WORK TO COMPLETE:
Nothing is needed except the lines below that run from the one with "middle tip: (1006, 860)" through the one with "index tip: (1087, 913)", repeated exactly.

───

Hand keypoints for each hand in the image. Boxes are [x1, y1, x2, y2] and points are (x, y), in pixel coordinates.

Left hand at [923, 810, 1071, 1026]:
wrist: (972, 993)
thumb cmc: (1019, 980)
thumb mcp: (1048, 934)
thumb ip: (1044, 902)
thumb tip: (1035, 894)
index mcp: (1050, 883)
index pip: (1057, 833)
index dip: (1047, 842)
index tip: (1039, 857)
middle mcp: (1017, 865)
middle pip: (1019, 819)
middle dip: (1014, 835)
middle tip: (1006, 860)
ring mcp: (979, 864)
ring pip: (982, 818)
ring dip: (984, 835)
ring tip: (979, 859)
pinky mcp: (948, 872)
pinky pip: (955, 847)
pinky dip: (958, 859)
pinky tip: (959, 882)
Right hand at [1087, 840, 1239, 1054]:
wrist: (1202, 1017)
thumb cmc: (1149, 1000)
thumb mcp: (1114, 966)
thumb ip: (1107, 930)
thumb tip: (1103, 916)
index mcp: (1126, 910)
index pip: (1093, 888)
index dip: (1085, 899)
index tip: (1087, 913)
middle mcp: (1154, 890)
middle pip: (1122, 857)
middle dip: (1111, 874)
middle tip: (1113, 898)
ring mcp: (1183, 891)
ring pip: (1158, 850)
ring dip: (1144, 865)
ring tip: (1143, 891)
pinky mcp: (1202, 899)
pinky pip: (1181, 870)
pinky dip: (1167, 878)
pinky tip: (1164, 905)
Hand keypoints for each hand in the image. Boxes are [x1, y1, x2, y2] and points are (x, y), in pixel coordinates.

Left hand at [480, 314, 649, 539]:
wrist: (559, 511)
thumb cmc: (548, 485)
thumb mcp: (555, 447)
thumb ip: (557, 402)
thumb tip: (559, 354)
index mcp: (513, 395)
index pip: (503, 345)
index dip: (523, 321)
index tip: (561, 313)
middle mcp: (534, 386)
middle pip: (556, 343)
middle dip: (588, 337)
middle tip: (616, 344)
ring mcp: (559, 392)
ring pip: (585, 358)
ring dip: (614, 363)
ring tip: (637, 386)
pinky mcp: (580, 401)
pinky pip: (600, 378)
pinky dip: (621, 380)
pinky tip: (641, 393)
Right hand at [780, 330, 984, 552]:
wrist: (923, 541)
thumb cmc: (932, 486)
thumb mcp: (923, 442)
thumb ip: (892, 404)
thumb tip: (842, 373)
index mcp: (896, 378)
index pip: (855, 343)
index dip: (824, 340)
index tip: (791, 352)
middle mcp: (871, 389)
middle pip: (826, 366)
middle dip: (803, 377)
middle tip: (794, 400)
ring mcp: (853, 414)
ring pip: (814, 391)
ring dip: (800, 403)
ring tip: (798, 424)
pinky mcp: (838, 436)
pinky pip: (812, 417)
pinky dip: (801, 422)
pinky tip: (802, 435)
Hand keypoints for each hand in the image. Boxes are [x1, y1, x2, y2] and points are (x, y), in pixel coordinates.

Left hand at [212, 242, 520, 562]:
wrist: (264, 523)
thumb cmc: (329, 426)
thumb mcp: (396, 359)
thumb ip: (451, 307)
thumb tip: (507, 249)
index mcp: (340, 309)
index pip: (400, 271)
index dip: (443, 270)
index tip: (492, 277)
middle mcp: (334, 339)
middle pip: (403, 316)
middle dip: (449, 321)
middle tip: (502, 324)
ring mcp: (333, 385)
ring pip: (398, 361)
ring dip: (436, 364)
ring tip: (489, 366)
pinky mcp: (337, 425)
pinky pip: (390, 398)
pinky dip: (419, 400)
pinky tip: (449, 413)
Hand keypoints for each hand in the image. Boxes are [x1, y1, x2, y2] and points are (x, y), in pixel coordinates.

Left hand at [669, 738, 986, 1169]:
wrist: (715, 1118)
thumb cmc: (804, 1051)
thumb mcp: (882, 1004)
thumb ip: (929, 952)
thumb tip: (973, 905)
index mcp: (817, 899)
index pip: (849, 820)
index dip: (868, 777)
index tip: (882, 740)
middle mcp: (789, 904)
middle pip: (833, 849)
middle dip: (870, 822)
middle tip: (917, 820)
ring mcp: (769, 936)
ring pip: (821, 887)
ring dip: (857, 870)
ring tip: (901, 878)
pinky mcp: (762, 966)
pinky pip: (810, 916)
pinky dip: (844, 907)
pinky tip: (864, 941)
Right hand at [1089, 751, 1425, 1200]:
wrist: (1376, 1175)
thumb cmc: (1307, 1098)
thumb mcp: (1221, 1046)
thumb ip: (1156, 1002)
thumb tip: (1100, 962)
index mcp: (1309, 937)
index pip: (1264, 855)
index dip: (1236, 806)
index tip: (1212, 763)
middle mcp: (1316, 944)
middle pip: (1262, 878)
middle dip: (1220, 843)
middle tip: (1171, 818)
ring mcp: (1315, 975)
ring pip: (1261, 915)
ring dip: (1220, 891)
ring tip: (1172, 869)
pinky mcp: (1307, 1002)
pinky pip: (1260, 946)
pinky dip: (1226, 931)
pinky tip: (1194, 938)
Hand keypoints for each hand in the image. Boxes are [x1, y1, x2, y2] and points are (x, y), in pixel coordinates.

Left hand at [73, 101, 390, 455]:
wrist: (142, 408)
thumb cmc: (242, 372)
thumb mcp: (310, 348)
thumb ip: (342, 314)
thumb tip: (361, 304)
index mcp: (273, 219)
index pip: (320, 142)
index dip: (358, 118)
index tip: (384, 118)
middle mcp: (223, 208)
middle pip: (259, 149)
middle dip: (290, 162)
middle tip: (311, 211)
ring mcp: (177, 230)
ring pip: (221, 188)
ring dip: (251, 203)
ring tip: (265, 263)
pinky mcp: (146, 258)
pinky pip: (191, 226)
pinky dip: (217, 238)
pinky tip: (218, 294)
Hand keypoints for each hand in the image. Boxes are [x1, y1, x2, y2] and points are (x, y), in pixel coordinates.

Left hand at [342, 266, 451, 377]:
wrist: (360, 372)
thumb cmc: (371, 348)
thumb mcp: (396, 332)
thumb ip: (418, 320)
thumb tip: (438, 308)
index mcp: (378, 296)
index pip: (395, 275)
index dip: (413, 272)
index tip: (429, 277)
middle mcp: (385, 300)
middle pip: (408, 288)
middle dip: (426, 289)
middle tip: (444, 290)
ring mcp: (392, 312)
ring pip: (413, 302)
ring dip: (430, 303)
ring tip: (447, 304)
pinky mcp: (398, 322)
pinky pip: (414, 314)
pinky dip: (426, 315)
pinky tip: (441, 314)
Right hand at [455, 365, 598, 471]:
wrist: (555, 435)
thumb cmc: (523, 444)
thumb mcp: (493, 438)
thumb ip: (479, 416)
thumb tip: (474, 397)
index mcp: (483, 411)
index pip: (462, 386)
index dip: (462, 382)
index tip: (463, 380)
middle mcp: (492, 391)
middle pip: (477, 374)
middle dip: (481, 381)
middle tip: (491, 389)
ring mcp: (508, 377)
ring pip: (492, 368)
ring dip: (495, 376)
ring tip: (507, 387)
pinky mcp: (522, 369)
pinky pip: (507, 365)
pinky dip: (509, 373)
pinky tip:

───

EXERCISE RESPONSE:
middle tip: (1006, 860)
ring mcp: (979, 864)
ring pip: (982, 818)
ring dip: (984, 835)
ring tip: (979, 859)
pinky mcp: (948, 872)
pinky pip: (955, 847)
pinky dip: (958, 859)
pinky tip: (959, 882)
Right hand at [1087, 840, 1239, 1054]:
wrist: (1202, 1017)
thumb cmc: (1149, 1000)
thumb mcp: (1114, 966)
thumb ip: (1107, 930)
thumb tip: (1103, 916)
index mcp: (1126, 910)
index pip: (1093, 888)
index dip: (1085, 899)
index tip: (1087, 913)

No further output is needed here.